Requirement: Copy out each line in the material below that has the word "Humberto".
Records for this task START
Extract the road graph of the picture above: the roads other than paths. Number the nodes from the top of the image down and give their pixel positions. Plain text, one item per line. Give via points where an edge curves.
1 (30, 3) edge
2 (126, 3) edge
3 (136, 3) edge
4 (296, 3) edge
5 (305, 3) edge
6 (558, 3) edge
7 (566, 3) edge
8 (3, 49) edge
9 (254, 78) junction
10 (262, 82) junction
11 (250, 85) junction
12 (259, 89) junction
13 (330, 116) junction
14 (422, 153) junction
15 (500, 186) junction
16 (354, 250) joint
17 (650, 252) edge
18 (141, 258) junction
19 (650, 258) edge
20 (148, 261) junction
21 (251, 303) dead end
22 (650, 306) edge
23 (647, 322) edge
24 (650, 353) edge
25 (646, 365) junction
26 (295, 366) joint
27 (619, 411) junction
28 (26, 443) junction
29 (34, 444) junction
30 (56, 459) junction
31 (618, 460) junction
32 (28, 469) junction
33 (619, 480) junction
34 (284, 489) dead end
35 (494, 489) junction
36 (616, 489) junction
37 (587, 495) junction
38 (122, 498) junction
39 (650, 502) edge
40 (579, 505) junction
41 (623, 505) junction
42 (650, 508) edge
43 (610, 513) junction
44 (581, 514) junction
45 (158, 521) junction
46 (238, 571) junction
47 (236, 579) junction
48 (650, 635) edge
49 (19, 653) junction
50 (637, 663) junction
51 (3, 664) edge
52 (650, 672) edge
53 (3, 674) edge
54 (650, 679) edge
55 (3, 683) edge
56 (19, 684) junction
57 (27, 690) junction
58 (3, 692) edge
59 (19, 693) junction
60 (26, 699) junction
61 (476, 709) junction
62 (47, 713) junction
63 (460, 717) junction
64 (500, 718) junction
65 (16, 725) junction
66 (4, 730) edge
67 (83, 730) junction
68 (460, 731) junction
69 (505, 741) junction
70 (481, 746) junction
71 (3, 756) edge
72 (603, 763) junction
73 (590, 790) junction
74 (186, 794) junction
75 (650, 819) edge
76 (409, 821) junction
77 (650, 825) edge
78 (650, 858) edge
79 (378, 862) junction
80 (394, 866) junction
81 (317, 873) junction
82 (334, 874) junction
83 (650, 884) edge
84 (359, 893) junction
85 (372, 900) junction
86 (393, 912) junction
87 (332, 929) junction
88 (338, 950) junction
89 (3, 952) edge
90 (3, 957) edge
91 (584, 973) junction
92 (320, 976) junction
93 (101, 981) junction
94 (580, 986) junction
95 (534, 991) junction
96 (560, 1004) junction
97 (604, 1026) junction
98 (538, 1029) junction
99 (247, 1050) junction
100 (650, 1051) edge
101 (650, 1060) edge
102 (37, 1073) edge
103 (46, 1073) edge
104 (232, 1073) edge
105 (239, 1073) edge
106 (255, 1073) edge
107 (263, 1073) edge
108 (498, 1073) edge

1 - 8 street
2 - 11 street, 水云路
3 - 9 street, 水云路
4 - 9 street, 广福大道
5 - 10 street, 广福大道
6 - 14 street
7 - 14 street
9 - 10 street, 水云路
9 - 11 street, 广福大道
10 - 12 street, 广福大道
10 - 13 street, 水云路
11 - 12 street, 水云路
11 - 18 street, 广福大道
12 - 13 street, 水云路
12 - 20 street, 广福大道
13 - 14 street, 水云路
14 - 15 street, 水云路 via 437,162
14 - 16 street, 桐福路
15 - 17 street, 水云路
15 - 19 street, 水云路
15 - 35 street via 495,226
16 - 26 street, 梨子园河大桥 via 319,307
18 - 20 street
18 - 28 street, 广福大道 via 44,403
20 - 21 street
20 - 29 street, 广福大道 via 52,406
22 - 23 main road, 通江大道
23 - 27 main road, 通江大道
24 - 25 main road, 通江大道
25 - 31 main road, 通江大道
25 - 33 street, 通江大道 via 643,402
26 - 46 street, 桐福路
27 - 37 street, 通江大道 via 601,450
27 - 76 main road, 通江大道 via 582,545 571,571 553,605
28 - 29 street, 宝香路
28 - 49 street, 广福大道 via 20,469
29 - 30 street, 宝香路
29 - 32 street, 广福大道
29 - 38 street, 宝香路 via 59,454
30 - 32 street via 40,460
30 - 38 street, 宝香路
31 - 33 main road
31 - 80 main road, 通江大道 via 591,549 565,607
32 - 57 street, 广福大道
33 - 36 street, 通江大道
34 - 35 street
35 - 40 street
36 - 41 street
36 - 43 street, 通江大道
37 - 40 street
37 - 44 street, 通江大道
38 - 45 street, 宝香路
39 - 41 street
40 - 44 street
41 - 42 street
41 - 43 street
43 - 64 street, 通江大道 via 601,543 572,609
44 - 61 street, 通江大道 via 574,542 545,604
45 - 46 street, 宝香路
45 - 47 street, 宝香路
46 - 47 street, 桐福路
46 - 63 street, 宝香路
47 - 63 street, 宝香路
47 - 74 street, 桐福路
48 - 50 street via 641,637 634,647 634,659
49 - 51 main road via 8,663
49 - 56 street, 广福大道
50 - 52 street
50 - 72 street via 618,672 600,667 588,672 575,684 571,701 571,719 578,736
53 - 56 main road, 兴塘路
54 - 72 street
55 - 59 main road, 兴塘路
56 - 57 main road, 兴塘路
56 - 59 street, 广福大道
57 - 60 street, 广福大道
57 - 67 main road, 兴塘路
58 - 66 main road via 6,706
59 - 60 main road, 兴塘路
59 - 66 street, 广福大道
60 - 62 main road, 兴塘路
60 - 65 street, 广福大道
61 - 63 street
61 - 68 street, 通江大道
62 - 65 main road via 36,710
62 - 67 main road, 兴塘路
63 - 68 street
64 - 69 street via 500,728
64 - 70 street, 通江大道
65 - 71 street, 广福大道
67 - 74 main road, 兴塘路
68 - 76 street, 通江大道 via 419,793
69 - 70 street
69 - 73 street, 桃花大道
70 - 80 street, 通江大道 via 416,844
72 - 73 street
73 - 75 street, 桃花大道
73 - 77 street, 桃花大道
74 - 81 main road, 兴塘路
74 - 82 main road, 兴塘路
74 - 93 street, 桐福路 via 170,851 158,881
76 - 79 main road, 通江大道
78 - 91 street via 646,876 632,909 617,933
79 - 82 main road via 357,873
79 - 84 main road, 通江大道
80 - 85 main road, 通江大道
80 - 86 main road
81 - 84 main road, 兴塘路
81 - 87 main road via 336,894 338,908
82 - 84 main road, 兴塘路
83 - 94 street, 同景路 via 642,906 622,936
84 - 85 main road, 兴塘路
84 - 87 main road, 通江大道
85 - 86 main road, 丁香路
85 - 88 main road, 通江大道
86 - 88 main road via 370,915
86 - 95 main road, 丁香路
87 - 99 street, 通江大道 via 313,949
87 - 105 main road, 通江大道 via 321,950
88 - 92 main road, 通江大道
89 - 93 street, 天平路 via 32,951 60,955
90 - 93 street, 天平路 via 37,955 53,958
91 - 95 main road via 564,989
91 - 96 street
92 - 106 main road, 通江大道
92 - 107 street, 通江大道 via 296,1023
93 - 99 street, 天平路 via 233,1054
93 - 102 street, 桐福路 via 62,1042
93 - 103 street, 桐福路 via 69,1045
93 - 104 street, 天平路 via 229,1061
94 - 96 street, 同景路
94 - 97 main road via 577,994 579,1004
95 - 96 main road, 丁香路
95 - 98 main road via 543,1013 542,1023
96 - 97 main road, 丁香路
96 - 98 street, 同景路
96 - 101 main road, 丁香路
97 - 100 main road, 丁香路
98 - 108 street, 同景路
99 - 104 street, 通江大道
Records for this task END
Records for this task START
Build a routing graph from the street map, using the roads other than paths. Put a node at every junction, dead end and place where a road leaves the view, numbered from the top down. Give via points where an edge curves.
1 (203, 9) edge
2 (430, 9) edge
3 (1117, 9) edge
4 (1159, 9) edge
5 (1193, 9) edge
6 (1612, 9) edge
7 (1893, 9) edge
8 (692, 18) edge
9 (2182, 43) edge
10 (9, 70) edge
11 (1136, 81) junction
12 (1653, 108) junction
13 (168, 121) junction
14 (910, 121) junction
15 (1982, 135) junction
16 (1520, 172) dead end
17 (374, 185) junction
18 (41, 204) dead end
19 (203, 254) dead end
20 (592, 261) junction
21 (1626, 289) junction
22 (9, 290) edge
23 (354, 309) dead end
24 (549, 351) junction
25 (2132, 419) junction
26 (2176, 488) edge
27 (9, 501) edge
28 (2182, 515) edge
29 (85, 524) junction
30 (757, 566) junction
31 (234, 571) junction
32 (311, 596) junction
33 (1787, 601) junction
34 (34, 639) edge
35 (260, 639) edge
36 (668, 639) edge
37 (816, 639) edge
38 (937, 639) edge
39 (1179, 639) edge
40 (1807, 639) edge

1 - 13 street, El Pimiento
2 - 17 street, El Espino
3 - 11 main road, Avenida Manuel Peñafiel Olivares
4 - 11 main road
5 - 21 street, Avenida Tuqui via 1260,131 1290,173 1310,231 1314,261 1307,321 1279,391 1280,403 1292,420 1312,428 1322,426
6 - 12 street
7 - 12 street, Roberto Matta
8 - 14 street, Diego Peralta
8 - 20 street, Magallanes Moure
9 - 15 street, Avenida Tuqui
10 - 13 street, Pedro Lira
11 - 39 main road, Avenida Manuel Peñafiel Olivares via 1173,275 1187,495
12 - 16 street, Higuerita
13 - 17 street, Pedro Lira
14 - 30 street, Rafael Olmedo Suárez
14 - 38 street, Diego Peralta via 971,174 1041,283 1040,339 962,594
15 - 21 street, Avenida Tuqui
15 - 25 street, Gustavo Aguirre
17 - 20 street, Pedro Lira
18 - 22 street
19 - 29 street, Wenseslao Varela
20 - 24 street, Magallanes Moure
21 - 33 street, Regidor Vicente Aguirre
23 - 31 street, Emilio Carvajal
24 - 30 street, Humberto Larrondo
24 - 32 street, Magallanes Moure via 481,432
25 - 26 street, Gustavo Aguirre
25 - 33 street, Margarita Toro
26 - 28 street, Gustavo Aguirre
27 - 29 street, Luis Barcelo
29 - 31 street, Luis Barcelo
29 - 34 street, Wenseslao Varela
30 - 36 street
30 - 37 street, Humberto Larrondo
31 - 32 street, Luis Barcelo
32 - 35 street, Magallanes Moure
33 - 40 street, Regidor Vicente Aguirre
Records for this task END
Answer box:
24 - 30 street, Humberto Larrondo
30 - 37 street, Humberto Larrondo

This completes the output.